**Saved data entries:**
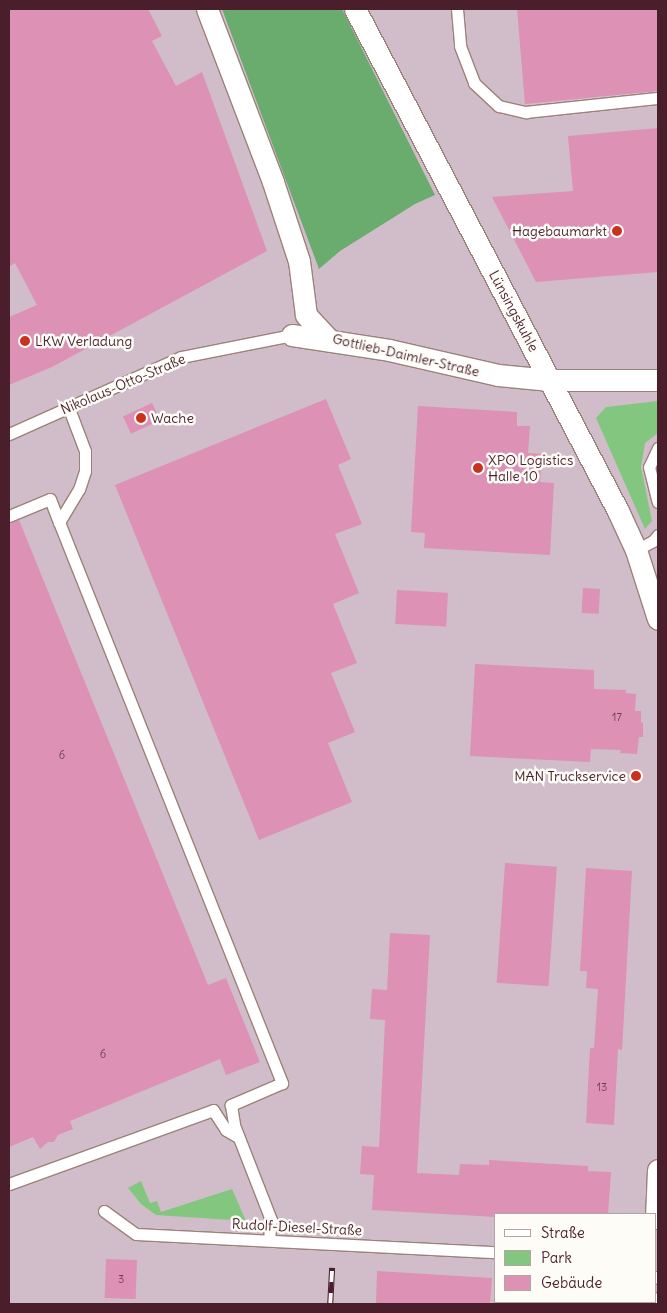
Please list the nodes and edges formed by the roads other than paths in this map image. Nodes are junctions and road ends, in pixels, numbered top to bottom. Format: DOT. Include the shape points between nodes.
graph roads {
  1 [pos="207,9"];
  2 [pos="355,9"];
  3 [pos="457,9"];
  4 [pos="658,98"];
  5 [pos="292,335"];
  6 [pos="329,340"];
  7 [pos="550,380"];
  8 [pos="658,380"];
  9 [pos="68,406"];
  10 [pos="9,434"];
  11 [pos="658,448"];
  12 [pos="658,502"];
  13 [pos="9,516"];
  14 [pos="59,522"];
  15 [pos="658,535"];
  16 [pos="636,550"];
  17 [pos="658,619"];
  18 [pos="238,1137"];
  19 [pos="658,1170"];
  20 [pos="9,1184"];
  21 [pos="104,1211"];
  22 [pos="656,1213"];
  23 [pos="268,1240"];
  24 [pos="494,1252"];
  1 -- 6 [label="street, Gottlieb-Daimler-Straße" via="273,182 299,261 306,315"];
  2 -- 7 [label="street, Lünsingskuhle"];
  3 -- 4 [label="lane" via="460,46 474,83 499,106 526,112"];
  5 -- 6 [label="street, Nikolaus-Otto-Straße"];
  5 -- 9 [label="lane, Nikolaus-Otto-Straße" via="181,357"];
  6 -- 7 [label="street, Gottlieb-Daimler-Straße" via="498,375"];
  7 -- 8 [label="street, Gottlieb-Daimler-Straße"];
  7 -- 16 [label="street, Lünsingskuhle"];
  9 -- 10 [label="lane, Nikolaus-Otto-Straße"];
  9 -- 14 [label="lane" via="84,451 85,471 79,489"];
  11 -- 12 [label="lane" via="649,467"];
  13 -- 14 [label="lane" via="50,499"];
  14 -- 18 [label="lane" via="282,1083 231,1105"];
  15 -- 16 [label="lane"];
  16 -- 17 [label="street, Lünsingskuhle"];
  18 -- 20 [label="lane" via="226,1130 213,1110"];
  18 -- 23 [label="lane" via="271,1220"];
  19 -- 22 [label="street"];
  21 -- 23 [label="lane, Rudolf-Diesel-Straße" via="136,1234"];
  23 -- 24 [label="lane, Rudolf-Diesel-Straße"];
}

**Aim of the task:** Print all the entries again exactly as written, but without the pictures.

**Task solution:**
Please list the nodes and edges formed by the roads other than paths in this map image. Nodes are junctions and road ends, in pixels, numbered top to bottom. Format: DOT. Include the shape points between nodes.
graph roads {
  1 [pos="207,9"];
  2 [pos="355,9"];
  3 [pos="457,9"];
  4 [pos="658,98"];
  5 [pos="292,335"];
  6 [pos="329,340"];
  7 [pos="550,380"];
  8 [pos="658,380"];
  9 [pos="68,406"];
  10 [pos="9,434"];
  11 [pos="658,448"];
  12 [pos="658,502"];
  13 [pos="9,516"];
  14 [pos="59,522"];
  15 [pos="658,535"];
  16 [pos="636,550"];
  17 [pos="658,619"];
  18 [pos="238,1137"];
  19 [pos="658,1170"];
  20 [pos="9,1184"];
  21 [pos="104,1211"];
  22 [pos="656,1213"];
  23 [pos="268,1240"];
  24 [pos="494,1252"];
  1 -- 6 [label="street, Gottlieb-Daimler-Straße" via="273,182 299,261 306,315"];
  2 -- 7 [label="street, Lünsingskuhle"];
  3 -- 4 [label="lane" via="460,46 474,83 499,106 526,112"];
  5 -- 6 [label="street, Nikolaus-Otto-Straße"];
  5 -- 9 [label="lane, Nikolaus-Otto-Straße" via="181,357"];
  6 -- 7 [label="street, Gottlieb-Daimler-Straße" via="498,375"];
  7 -- 8 [label="street, Gottlieb-Daimler-Straße"];
  7 -- 16 [label="street, Lünsingskuhle"];
  9 -- 10 [label="lane, Nikolaus-Otto-Straße"];
  9 -- 14 [label="lane" via="84,451 85,471 79,489"];
  11 -- 12 [label="lane" via="649,467"];
  13 -- 14 [label="lane" via="50,499"];
  14 -- 18 [label="lane" via="282,1083 231,1105"];
  15 -- 16 [label="lane"];
  16 -- 17 [label="street, Lünsingskuhle"];
  18 -- 20 [label="lane" via="226,1130 213,1110"];
  18 -- 23 [label="lane" via="271,1220"];
  19 -- 22 [label="street"];
  21 -- 23 [label="lane, Rudolf-Diesel-Straße" via="136,1234"];
  23 -- 24 [label="lane, Rudolf-Diesel-Straße"];
}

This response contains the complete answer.